Depuis vingt ans un grand nombre d’études confirment ce constat.

Le poète péruvien est né dans une famille très religieuse aussi bien côté paternel que côté maternel, et dans son pays cela n’a rien d’original. Gamin il voulait être évêque mais très vite l’injustice sociale qu’il vérifiait autour de lui en diverses occasions, lui fit dire en une belle formule qu’il trouvera plus tard que dieu est malade.

Dès le départ il est à la fois du côté de dieu et du côté du dieu malade.

 Il devra fuir son pays pour ne pas y retrouver les «délices» de la prison et s’il choisit la France plutôt que l’Espagne dont il partage la langue il le doit au fait que l’Espagne était le pays colonisateur.

Ceci étant, quand la France, pour des raisons politiques, chasse Vallejo c’est à Madrid qu’il se réfugie.

 Il croisera le marxisme à travers le combat de son ami Mariategui, un marxisme qui donnera forme savante aux constats de sa vie mais dès le départ il s’oppose aux «marxistes grammaticaux» :

« Les marxistes grammaticaux qui suivent le marxisme au pied de la lettre, obligeant la réalité sociale à prouver littéralement et fidèlement la théorie du matérialisme historique [] vont contre la vie.» (1929, article dans Variedades, Lima).

 Certains étudieront le marxisme de Vallejo d’un point de vue littéraire avec une période où il aurait été sous l’orbite de Trotsky, puis sous celle de Staline et enfin sous une orbite anti-stalinienne. Toute vie est linéaire mais chez Vallejo, le linéaire n’est pas dominant.

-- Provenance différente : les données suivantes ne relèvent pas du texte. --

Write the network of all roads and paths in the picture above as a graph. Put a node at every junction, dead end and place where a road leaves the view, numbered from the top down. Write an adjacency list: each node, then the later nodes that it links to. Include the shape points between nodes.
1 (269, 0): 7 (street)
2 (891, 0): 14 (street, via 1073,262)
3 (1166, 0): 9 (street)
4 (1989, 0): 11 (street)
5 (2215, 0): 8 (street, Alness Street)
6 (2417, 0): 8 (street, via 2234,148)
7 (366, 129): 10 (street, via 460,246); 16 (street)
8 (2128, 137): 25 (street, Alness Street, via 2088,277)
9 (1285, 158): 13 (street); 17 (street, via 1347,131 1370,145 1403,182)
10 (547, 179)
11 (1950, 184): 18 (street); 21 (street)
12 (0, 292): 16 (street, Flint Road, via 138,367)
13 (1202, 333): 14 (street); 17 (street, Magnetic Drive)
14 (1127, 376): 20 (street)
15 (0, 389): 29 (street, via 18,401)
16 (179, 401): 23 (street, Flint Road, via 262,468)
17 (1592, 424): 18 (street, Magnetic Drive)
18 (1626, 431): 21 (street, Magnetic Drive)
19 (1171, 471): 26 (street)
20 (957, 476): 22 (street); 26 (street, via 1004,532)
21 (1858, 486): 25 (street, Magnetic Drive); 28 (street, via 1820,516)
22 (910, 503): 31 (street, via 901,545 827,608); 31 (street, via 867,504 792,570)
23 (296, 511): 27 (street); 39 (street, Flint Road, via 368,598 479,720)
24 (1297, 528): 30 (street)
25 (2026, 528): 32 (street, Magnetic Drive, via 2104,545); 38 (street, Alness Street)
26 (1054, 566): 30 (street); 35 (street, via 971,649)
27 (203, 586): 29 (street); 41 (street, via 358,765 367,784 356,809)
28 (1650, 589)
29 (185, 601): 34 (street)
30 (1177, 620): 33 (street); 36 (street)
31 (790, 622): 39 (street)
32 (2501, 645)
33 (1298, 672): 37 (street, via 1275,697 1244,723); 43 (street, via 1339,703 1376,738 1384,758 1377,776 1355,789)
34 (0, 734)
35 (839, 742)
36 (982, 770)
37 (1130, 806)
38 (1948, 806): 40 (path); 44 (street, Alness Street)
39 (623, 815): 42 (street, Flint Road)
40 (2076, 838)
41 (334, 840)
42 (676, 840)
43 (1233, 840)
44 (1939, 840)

Il écrira un poème où, avec des surnoms comiques, il évoquera Marx, Lénine, Trostky et Staline car il veut embrasser toute la réalité de l’URSS où il ira trois fois de 1928 à 1931.

 La conception de Vallejo est dialectique aussi ceux qui en font un précurseur de la théologie de la libération, vu l’alliance qu’il réalise entre Dieu et Marx, se trompent comme ceux qui traitent son marxisme sous l’angle linéaire et pour qui la place prise par Marx évince petit à petit la place qu’avait la religion.

Non, Dieu est dans le premier poème comme dans les derniers ! Mais c’est un dieu libéré de la théologie.